* Aim of the exercise *
Go through the entries below and print each one exactly, leaving out pictures.

■ ■ ■ ■ ■

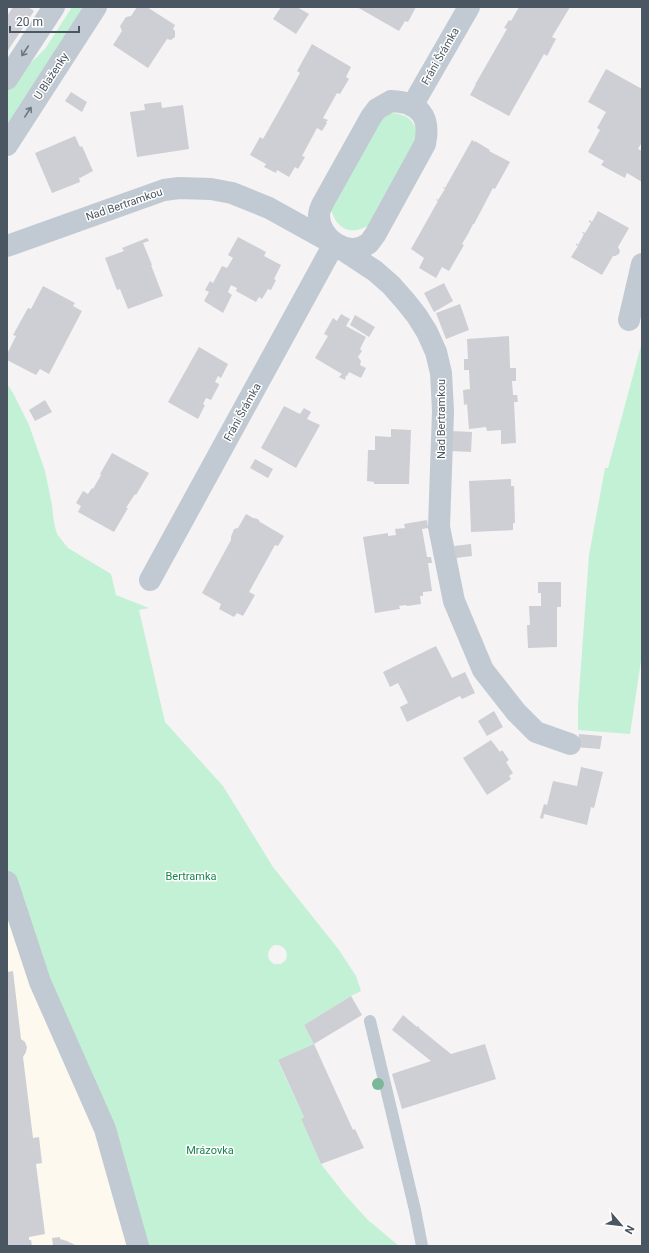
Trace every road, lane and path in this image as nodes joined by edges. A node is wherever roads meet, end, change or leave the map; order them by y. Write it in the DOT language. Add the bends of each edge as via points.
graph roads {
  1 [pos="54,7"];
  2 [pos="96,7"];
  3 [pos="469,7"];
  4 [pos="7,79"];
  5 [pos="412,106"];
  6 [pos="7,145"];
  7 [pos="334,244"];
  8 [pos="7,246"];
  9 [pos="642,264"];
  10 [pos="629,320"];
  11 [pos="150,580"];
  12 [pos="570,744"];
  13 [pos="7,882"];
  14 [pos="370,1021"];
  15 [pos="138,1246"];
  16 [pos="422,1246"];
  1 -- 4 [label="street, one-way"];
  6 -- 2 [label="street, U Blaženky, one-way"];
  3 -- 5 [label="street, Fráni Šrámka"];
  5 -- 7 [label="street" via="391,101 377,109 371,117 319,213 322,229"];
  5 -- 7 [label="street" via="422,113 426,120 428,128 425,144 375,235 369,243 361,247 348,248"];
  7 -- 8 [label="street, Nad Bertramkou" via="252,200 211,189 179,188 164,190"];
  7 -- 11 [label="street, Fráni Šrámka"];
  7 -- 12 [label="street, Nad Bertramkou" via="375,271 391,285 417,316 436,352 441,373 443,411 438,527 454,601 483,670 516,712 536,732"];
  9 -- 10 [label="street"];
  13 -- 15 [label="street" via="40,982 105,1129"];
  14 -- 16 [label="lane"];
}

■ ■ ■ ■ ■

* Task output *
Trace every road, lane and path in this image as nodes joined by edges. A node is wherever roads meet, end, change or leave the map; order them by y. Write it in the DOT language. Add the bends of each edge as via points.
graph roads {
  1 [pos="54,7"];
  2 [pos="96,7"];
  3 [pos="469,7"];
  4 [pos="7,79"];
  5 [pos="412,106"];
  6 [pos="7,145"];
  7 [pos="334,244"];
  8 [pos="7,246"];
  9 [pos="642,264"];
  10 [pos="629,320"];
  11 [pos="150,580"];
  12 [pos="570,744"];
  13 [pos="7,882"];
  14 [pos="370,1021"];
  15 [pos="138,1246"];
  16 [pos="422,1246"];
  1 -- 4 [label="street, one-way"];
  6 -- 2 [label="street, U Blaženky, one-way"];
  3 -- 5 [label="street, Fráni Šrámka"];
  5 -- 7 [label="street" via="391,101 377,109 371,117 319,213 322,229"];
  5 -- 7 [label="street" via="422,113 426,120 428,128 425,144 375,235 369,243 361,247 348,248"];
  7 -- 8 [label="street, Nad Bertramkou" via="252,200 211,189 179,188 164,190"];
  7 -- 11 [label="street, Fráni Šrámka"];
  7 -- 12 [label="street, Nad Bertramkou" via="375,271 391,285 417,316 436,352 441,373 443,411 438,527 454,601 483,670 516,712 536,732"];
  9 -- 10 [label="street"];
  13 -- 15 [label="street" via="40,982 105,1129"];
  14 -- 16 [label="lane"];
}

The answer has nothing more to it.